Many Musical Modifications

By the end of the Baroque period, two significant changes had occurred. The guitar's five courses were replaced by six single strings, and they were tuned in the modern style of EADGBE.

Many changes were taking place musically by this time. The modern piano made its first appearance, and the guitar began to fade from popularity. It was soon considered a more frivolous instrument of seduction and amour. A German diarist wrote, “The flat guitar with its strum we shall happily leave to the garlic-eating Spaniards.”

In 1799, Fernando Ferrandiere published a method book for the six-string guitar called The Art of the Spanish Guitar. In that same year, Don Federico Moretti wrote the first standardized book on the six-string guitar, The Principles of Playing the Guitar with Six Strings. Guitar scholars believe both method books were derived from an earlier publication by guitarist Antonio Ballesteros, titled Obra para Guitarra del sexto orden.

Romance, lasciviousness, and the guitar have been fairly consistent partners for a while, not just in the modern age of heavy-metal rockers. For example, Ronsard, a famous fifteenth-century French poet, wrote:

It is the ideal instrument

For ladies of great learning,

Lascivious ladies also play

To advertise their yearning.

Gaspar Sanz, guitarist to the viceroy of Aragon, Spain, was as much a philosopher as a musician. His comments about the instrument and its players stand as well today as they did when he wrote the introduction to his method book on the guitar in the late seventeenth century: “[The guitar's] faults … lie in whoever plays it, and not in the guitar itself, for I have seen some people accomplish things on one string for which others would need the range of an organ. Everyone must make of it what he can, good or bad.”

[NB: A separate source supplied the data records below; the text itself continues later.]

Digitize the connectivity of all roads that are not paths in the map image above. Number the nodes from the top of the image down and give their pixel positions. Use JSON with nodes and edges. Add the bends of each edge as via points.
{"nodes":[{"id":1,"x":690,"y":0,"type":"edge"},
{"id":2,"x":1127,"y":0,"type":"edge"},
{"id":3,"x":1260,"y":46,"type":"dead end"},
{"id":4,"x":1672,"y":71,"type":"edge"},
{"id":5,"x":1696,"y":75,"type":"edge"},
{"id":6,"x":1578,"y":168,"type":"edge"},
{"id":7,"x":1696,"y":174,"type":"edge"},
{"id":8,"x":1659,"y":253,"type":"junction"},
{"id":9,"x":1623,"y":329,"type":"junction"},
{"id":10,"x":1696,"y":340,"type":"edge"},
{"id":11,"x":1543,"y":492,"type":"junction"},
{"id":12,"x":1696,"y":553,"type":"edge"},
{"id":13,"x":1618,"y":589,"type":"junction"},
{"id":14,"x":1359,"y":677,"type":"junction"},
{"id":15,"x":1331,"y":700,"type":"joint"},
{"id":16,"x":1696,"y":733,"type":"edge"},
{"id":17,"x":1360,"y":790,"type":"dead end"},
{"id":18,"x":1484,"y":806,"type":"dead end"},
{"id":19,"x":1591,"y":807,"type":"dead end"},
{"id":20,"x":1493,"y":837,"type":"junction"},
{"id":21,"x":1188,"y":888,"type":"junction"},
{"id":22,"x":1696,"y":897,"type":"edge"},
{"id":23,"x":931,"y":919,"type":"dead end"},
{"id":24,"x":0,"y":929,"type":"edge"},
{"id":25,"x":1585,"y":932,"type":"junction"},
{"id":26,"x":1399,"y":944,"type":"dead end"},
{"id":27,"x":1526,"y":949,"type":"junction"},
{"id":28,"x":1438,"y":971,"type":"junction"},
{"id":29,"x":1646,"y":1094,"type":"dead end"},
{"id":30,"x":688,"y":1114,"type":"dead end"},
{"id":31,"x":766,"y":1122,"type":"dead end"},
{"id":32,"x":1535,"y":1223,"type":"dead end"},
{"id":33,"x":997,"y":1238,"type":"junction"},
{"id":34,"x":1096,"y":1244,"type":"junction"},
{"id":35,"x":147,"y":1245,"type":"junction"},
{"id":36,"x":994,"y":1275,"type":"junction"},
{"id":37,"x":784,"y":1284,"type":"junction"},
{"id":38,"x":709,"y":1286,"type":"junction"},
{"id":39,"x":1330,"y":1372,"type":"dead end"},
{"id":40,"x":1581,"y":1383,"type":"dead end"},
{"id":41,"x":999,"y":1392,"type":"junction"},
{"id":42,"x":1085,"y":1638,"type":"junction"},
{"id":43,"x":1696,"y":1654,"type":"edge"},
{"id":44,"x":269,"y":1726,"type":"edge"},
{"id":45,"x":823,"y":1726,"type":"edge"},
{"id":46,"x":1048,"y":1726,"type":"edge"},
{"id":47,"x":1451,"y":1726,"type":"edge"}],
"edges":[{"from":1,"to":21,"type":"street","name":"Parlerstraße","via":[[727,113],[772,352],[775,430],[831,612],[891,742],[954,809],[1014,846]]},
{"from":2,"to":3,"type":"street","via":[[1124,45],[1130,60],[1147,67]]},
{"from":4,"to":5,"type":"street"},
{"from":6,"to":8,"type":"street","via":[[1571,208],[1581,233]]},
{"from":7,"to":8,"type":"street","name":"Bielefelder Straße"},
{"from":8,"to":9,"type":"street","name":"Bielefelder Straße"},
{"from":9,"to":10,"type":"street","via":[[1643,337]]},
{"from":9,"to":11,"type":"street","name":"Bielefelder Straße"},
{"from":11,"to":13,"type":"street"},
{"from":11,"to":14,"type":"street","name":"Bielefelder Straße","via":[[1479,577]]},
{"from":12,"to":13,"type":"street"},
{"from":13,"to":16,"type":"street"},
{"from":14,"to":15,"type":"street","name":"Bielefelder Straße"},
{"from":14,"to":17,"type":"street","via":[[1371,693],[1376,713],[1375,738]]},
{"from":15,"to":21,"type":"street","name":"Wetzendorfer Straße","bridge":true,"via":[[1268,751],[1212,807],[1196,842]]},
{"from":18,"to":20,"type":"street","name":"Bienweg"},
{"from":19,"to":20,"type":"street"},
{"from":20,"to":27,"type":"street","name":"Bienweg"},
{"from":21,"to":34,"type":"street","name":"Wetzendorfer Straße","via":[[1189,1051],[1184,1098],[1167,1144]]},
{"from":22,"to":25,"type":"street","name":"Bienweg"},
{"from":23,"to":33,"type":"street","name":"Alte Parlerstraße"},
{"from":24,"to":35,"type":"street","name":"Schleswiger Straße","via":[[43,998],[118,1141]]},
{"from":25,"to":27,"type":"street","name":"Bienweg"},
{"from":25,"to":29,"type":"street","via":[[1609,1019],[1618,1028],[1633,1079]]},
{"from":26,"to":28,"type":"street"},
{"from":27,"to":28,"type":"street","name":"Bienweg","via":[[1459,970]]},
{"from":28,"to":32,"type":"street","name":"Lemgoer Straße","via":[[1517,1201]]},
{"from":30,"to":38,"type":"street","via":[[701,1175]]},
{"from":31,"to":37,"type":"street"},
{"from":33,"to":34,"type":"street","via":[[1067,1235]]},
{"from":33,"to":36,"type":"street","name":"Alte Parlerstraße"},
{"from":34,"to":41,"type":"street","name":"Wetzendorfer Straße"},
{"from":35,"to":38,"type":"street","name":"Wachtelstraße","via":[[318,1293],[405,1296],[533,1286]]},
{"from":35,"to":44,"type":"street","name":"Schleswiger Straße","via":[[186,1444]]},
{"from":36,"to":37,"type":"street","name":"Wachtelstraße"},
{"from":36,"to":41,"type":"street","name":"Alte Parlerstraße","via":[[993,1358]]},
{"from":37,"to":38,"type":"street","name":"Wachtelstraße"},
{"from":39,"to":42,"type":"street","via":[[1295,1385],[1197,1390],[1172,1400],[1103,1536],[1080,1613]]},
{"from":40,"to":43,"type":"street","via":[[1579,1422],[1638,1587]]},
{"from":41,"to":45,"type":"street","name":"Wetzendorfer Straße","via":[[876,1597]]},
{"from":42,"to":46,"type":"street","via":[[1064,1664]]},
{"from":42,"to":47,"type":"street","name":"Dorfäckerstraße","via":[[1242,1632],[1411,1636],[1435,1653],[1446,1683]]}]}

The Napoleonic war, at the turn of the nineteenth century, was responsible for making the guitar popular again. The war, which raged throughout Europe, reintroduced Europeans to the guitar-based music of Spain. This period led to the work of such composers and performers as Fernando Sor, Mauro Guilliani, Matteo Carcassi, and Ferdinando Carulli.

The first modern concerto for guitar and orchestra, “Concerto No. 1 in A Major,” was composed and performed by the Italian virtuoso Mauro Guilliani. Among other things, it uses the right-hand thumb for bass notes and features a strong orchestral structure, with variations on a theme, a slow second movement, and finally a lively third movement.